Copy out each line in the material below that has the word "width".
----------
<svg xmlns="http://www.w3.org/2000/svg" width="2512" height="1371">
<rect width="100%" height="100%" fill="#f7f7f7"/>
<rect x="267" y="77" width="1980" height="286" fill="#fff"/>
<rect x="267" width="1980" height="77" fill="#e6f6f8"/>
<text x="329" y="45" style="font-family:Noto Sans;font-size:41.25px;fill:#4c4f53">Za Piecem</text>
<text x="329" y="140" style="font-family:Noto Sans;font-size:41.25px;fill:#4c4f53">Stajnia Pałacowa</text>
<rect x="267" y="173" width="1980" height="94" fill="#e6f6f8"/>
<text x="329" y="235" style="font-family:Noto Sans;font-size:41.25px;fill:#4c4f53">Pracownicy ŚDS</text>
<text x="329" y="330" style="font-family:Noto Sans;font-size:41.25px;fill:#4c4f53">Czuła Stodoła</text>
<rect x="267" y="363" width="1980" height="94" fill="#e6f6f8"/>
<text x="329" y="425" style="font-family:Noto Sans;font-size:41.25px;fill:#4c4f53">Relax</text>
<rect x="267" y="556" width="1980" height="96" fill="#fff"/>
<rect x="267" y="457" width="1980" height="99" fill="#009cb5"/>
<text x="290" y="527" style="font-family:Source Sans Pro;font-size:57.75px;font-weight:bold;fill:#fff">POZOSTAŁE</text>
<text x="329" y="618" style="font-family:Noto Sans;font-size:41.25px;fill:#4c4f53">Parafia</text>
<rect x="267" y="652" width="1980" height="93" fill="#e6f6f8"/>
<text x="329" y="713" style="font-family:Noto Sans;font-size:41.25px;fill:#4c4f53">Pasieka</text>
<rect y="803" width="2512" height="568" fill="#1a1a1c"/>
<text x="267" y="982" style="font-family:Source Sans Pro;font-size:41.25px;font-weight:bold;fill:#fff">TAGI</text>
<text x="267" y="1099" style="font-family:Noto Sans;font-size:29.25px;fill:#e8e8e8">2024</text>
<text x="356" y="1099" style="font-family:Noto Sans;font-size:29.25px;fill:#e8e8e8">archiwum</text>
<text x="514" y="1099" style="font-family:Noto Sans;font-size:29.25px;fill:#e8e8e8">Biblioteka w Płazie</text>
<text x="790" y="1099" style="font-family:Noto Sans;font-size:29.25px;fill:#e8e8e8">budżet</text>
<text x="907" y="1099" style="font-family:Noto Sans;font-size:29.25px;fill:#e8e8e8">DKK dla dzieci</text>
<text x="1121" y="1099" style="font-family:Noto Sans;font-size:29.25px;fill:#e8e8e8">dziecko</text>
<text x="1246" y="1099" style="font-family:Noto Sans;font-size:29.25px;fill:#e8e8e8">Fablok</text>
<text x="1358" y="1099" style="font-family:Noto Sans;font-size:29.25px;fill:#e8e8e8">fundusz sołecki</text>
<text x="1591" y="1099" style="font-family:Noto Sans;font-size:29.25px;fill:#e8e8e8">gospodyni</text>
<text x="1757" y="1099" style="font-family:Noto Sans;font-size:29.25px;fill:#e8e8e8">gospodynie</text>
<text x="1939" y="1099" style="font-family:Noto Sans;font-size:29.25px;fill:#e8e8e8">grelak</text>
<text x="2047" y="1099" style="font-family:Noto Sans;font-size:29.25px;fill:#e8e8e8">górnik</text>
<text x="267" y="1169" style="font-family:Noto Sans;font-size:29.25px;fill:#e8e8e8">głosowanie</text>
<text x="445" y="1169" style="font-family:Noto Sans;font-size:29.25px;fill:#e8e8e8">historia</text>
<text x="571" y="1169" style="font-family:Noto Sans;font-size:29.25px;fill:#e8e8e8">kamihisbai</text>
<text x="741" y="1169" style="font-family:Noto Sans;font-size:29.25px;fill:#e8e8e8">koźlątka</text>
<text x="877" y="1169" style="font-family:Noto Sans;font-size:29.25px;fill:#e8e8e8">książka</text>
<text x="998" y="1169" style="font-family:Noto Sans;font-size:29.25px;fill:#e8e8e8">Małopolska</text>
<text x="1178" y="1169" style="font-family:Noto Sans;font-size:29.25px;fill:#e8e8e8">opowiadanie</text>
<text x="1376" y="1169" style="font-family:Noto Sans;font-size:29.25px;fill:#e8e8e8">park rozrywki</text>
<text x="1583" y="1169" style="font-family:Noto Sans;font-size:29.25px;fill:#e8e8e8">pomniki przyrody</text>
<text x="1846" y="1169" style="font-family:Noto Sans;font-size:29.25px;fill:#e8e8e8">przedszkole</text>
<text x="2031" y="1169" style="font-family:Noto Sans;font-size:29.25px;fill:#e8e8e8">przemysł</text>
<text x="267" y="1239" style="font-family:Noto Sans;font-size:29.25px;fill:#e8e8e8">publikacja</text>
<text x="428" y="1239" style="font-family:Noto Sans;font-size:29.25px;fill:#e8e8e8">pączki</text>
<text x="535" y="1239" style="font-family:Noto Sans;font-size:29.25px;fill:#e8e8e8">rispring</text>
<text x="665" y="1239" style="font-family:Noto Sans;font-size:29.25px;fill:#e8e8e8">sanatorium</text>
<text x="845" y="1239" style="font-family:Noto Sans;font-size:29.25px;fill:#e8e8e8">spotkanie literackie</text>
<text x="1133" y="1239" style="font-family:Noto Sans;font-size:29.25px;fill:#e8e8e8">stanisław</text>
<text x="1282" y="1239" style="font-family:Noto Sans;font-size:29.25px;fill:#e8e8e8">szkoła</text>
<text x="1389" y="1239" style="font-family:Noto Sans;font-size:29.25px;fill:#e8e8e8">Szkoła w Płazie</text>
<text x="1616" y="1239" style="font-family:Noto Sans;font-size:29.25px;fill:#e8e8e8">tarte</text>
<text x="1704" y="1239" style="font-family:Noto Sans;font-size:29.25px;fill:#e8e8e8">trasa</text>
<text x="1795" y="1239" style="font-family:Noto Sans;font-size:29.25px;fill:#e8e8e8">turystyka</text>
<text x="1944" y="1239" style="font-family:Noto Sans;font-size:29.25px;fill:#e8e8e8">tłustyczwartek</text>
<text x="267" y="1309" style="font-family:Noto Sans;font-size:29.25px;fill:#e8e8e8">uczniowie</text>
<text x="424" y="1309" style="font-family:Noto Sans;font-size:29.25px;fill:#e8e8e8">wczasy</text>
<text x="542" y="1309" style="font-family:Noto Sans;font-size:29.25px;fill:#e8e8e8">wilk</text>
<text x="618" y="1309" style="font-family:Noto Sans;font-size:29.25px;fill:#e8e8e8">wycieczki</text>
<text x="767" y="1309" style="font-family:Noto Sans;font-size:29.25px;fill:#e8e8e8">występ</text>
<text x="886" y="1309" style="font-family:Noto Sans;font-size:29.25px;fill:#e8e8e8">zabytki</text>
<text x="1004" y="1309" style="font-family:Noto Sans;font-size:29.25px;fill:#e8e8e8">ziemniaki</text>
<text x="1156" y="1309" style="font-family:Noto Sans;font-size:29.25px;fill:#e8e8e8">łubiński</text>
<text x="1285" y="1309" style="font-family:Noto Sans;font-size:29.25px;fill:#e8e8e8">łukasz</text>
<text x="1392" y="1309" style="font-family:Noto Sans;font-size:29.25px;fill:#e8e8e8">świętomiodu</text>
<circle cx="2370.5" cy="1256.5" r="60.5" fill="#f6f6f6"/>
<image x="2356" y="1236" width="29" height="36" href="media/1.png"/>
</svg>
----------
Output for this exercise:
<svg xmlns="http://www.w3.org/2000/svg" width="2512" height="1371">
<rect width="100%" height="100%" fill="#f7f7f7"/>
<rect x="267" y="77" width="1980" height="286" fill="#fff"/>
<rect x="267" width="1980" height="77" fill="#e6f6f8"/>
<rect x="267" y="173" width="1980" height="94" fill="#e6f6f8"/>
<rect x="267" y="363" width="1980" height="94" fill="#e6f6f8"/>
<rect x="267" y="556" width="1980" height="96" fill="#fff"/>
<rect x="267" y="457" width="1980" height="99" fill="#009cb5"/>
<rect x="267" y="652" width="1980" height="93" fill="#e6f6f8"/>
<rect y="803" width="2512" height="568" fill="#1a1a1c"/>
<image x="2356" y="1236" width="29" height="36" href="media/1.png"/>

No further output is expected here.